Quicksort
Wednesday, June 25, 2014
Sorting algorithms are a frequent element to computer science education, conversation amongst programmers, and job interviews. There are many different versions with varying tradeoffs of performance and technique.
I noticed that Rosetta Code has a page on Quicksort implementations. I thought it might make a nice example of translating pseudocode to Factor.
simple quicksort
The “simple quicksort algorithm” has the following pseudocode:
function quicksort(array)
less, equal, greater := three empty arrays
if length(array) > 1
pivot := select any element of array
for each x in array
if x < pivot then add x to less
if x = pivot then add x to equal
if x > pivot then add x to greater
quicksort(less)
quicksort(greater)
array := concatenate(less, equal, greater)

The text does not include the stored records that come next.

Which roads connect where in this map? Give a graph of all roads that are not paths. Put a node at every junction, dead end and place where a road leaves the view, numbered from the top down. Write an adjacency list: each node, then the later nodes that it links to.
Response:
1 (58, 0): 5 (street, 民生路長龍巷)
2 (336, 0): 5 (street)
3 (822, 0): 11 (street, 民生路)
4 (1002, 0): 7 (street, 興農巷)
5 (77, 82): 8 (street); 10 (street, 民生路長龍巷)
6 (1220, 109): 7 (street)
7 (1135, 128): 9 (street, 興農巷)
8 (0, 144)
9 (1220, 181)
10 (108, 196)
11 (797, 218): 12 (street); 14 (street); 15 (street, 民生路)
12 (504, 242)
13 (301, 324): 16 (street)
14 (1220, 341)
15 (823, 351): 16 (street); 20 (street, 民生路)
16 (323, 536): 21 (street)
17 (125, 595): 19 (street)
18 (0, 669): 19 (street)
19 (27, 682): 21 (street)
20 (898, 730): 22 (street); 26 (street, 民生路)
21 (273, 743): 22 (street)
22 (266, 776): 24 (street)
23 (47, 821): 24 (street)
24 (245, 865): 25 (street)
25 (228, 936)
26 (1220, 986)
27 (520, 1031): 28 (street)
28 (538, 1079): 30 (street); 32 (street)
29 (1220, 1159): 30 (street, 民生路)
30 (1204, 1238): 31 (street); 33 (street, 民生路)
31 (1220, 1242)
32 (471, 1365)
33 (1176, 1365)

We can copy it verbatim using the ability to have named local variables:
:: quicksort ( seq -- sorted-seq )
seq length 1 > [
V{ } clone :> less
V{ } clone :> equal
V{ } clone :> greater
seq first :> pivot
seq [| x |
x pivot <=> {
{ +lt+ [ x less push ] }
{ +eq+ [ x equal push ] }
{ +gt+ [ x greater push ] }
} case
] each
less quicksort equal greater quicksort 3append
] [ seq ] if ;
Even though local variables can be convenient, we discourage using them if library words or simpler concepts can express the same logic. Noticing that this partitions the sequence, and then joins the parts, we can make it a bit shorter using some available library words:
: quicksort ( seq -- sorted-seq )
dup empty? [
unclip [
'[ _ before? ] partition [ quicksort ] bi@
] keep prefix append
] unless ;
Neither of these is particularly fast, since they involve the creation of a lot of temporary sequences. There is a better (meaning faster and not really more complex) version available.
better quicksort
The “better quicksort algorithm” is an in-place version that uses swaps to move items into a sorted order. It has the following pseudocode:
function quicksort(array)
if length(array) > 1
pivot := select any element of array
left := first index of array
right := last index of array
while left ≤ right
while array[left] < pivot
left := left + 1
while array[right] > pivot
right := right - 1
if left ≤ right
swap array[left] with array[right]
left := left + 1
right := right - 1
quicksort(array from first index to right)
quicksort(array from left to last index)
We can take a similar translation approach to the first example (using some unsafe words to avoid bounds-checking and mutable local variables) to create this version:
:: (quicksort) ( seq from to -- )
from to < [
from to + 2/ seq nth-unsafe :> pivot
from :> left!
to :> right!
[ left right <= ] [
[ left seq nth-unsafe pivot before? ]
[ left 1 + left! ] while
[ right seq nth-unsafe pivot after? ]
[ right 1 - right! ] while
left right <= [
left right seq exchange-unsafe
left 1 + left!
right 1 - right!
] when
] while
seq from right (quicksort)
seq left to (quicksort)
] when ; inline recursive
: quicksort ( seq -- )
0 over length 1 - (quicksort) ;
This is faster, although about 3x slower than our current merge sort algorithm. There are probably ways we could make it faster (one I noticed and filed an issue to track that also makes merge sort faster).
I have committed a version of this in the sorting.quick vocabulary that I hope to use for faster in-place sorting in the standard library.